DOMENICA 21a TEMPO ORDINARIO (27 agosto 2023) – Anno A
Is 22, 19-23; Rm 11, 33-36; Mt 16, 13-20
Si potrebbe interpretare il brano del vangelo, che abbiamo appena ascoltato, da un duplice punto di vista. Da una parte, il testo di Matteo ci rivela chi è Gesù, la sua identità: “il Cristo, il Figlio del Dio vivente”. Ma, dall’altra parte, ci rivela anche chi ormai è Pietro: “tu sei Pietro e su questa pietra edificherò la mia Chiesa”. Così diventa molto chiaro che l’identità di Pietro, la sua personalità, non è solo fondata sulle sue capacità, sulle sue forze. La vocazione di Pietro è un dono, aldilà di ciò che potrebbe immaginare o sognare. Nell’incontro con la vera personalità di Gesù, Pietro riceve il mistero del proprio essere, del proprio destino.
Ed è forse questo il punto centrale del vangelo di questa domenica. L’incontro con Gesù, l’esperienza del mistero di Cristo non significa solo confessare la fede in Lui, ma implica anche cambiare il nostro modo di valutare la propria vita. Nell’incontro con Gesù, è soprattutto il nostro destino, la nostra chiamata che ci è rivelata. Prima, Pietro era un uomo di Galilea, un uomo sposato, un pescatore. Dopo, Pietro è chiamato a diventare ciò che non è: pietra, fondamento, depositario delle chiavi del regno dei cieli!

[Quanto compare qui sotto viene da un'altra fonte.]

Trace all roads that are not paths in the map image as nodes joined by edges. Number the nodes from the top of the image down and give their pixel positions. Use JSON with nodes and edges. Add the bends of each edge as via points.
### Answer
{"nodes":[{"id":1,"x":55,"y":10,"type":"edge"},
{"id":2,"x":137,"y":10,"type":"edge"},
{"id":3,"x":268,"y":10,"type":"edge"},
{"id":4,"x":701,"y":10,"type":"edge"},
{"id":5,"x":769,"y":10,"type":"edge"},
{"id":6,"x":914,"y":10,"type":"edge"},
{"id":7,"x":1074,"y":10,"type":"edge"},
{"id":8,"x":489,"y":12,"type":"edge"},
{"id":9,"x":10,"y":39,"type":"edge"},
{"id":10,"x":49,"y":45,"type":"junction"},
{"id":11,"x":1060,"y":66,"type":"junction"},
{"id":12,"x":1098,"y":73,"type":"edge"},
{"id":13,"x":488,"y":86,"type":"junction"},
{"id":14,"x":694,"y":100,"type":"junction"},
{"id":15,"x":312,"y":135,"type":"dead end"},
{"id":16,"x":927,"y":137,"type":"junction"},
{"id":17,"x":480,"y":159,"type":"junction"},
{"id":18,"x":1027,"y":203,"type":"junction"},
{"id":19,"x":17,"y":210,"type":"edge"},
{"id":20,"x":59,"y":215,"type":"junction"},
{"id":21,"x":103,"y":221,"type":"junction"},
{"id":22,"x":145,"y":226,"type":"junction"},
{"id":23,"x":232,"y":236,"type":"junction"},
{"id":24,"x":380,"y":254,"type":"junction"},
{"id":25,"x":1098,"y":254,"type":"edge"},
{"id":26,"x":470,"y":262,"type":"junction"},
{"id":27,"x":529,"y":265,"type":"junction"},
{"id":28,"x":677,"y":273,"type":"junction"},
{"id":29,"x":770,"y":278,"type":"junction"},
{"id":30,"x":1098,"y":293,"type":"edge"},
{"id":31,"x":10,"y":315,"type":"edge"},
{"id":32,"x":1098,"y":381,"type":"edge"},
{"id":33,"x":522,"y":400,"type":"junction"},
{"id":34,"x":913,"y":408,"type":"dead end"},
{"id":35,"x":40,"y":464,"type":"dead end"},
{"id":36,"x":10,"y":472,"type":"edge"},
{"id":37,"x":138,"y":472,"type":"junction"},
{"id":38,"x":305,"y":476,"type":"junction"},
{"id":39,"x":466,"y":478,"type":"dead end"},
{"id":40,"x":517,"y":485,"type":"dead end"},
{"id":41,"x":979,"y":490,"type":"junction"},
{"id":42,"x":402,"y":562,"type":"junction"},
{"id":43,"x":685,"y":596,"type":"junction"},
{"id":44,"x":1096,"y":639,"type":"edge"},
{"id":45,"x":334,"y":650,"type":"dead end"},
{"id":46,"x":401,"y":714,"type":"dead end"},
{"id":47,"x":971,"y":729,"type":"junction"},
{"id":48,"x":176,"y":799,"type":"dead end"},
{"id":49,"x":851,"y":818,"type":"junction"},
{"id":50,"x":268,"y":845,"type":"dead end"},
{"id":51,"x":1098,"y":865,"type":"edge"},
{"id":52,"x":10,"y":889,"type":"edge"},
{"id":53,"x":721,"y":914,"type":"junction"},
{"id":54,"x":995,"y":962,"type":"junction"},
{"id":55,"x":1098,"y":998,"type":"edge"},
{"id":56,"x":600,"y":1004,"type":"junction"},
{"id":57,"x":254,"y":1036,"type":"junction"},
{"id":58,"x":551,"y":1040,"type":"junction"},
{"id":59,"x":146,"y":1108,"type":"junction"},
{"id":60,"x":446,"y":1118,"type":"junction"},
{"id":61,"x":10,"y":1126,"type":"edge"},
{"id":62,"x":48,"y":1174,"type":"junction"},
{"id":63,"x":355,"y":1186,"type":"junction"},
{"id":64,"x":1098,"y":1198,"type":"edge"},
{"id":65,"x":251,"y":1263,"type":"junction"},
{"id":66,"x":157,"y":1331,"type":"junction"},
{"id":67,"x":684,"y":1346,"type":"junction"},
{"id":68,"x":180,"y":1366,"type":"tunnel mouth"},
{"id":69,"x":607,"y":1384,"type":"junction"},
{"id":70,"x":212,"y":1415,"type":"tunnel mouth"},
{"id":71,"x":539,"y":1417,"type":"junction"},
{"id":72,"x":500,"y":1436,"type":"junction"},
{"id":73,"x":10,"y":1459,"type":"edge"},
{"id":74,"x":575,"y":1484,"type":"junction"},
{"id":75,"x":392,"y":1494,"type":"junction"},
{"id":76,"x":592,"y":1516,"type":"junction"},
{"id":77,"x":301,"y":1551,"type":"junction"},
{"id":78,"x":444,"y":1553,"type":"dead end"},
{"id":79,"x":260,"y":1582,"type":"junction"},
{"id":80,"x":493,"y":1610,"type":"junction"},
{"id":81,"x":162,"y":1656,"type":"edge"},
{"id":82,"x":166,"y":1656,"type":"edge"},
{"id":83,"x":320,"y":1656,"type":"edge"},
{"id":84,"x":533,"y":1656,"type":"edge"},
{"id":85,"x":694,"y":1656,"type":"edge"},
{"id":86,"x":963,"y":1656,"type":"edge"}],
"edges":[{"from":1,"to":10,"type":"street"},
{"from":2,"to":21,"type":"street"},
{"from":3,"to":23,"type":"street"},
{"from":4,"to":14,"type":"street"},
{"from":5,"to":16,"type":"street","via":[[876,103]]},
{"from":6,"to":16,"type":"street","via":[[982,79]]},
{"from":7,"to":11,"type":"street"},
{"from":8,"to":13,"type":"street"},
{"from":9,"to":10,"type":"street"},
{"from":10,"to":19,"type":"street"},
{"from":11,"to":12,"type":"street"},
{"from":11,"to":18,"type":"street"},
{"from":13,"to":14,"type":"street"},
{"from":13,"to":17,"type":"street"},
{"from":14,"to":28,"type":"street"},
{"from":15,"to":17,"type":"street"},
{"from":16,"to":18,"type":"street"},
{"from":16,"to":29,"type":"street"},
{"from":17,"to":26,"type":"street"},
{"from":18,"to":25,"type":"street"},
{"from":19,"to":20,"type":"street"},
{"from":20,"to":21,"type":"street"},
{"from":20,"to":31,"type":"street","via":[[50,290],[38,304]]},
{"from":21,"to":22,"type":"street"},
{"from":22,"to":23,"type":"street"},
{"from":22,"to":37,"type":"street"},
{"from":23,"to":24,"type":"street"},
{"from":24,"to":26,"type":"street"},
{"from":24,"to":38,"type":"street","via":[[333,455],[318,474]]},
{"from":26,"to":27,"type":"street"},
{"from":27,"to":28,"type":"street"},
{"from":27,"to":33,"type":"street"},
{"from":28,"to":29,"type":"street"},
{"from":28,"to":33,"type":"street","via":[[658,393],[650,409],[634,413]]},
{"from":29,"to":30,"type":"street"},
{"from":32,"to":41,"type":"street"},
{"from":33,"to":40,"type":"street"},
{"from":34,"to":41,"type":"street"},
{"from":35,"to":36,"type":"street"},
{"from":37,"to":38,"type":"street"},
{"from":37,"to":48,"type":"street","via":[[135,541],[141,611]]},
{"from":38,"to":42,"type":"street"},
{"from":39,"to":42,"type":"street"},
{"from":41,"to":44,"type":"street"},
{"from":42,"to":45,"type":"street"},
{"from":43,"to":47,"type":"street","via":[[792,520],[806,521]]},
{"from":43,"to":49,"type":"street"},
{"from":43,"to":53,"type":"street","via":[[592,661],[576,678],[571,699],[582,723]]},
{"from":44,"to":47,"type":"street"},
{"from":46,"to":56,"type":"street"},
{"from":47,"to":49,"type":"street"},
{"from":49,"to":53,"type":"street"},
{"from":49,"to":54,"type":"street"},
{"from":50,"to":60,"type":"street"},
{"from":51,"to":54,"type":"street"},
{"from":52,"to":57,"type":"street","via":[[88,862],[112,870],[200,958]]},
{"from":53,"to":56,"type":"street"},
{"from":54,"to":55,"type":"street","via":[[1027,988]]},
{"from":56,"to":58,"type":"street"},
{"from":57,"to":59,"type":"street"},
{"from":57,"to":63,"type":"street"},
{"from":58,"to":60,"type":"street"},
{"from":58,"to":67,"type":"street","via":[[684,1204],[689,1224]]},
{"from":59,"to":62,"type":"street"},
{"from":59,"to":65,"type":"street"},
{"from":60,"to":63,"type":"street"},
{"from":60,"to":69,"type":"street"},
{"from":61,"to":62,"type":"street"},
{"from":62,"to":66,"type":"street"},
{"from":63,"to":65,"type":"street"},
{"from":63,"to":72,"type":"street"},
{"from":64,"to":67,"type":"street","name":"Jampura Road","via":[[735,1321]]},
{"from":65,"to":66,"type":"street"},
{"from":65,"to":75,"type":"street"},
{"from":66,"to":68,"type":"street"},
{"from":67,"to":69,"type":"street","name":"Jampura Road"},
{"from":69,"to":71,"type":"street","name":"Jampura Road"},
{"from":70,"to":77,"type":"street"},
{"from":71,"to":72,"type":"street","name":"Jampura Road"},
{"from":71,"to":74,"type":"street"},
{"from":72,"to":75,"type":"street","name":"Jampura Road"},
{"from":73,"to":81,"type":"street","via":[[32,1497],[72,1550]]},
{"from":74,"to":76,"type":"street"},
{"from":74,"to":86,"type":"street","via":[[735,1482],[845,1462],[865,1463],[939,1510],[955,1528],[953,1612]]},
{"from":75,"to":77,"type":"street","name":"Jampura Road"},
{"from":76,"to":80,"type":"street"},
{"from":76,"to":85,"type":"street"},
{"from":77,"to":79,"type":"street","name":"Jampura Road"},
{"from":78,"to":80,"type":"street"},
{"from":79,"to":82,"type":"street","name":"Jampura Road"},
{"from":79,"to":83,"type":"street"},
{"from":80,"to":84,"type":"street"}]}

Quando incontriamo Gesù sul nostro cammino umano, c’è sempre un prima e un dopo. Ma le cose non sono risolte in un giorno. Non si passa così facilmente dal progetto umano, fondato sulle nostre capacità, i nostri desideri e le nostre paure, al dopo, alla promessa divina fondata sulla chiamata di Dio e sulla potenza del Suo braccio. Ormai, Pietro vivrà questa tensione, sempre più sofferta e sempre più profonda, tra colui che era e rimane sempre, e colui che è chiamato ad essere. In questa tensione, in questa ferita aperta e sempre più dolorosa si trova tutto il cammino di Pietro: un passo avanti, due passi indietro.
Perché, difatti, non si cambia così facilmente prospettiva. Gesù ha chiamato Pietro e gli ha affidato la Sua Chiesa, certo, ma Pietro rimane un uomo, con le sue debolezze, le sue fatiche, i suoi limiti. Ne farà l’esperienza subito dopo questo momento così importante, quando Gesù gli dirà di allontanarsi da Lui, perché non capisce perché il Signore dovrà soffrire la Passione. Ne farà l’esperienza molto amara durante la Passione, quando tradirà, fuggirà, rinnegherà. Lo spirito è ardente, ma la carne rimane debole!
Gesù non ha scelto Pietro perché era il più forte, il più fedele, il più intelligente, ma perché era il più umile. Dopo ogni caduta, dopo ogni tradimento, dopo ogni errore, Pietro è sempre tornato, Pietro ha sempre accettato di non essere all’altezza della sua vocazione. E soprattutto ha accettato che gli altri lo vedano e possano rimproverarlo! In un certo senso, è l’umile miseria di Pietro che fa di Lui un esempio e un fondamento per noi. Pietro non è come i farisei che potevano appoggiarsi sulle proprie forze, sui propri meriti. L’unica forza di Pietro, l’unico merito che aveva, era il legame con il suo Signore. Aveva l’umiltà e la semplicità di ritornare sempre, molto più di settanta sette volte! Per questo, il Signore fece di Lui il fondamento della Chiesa, la casa del Padre, la nostra casa.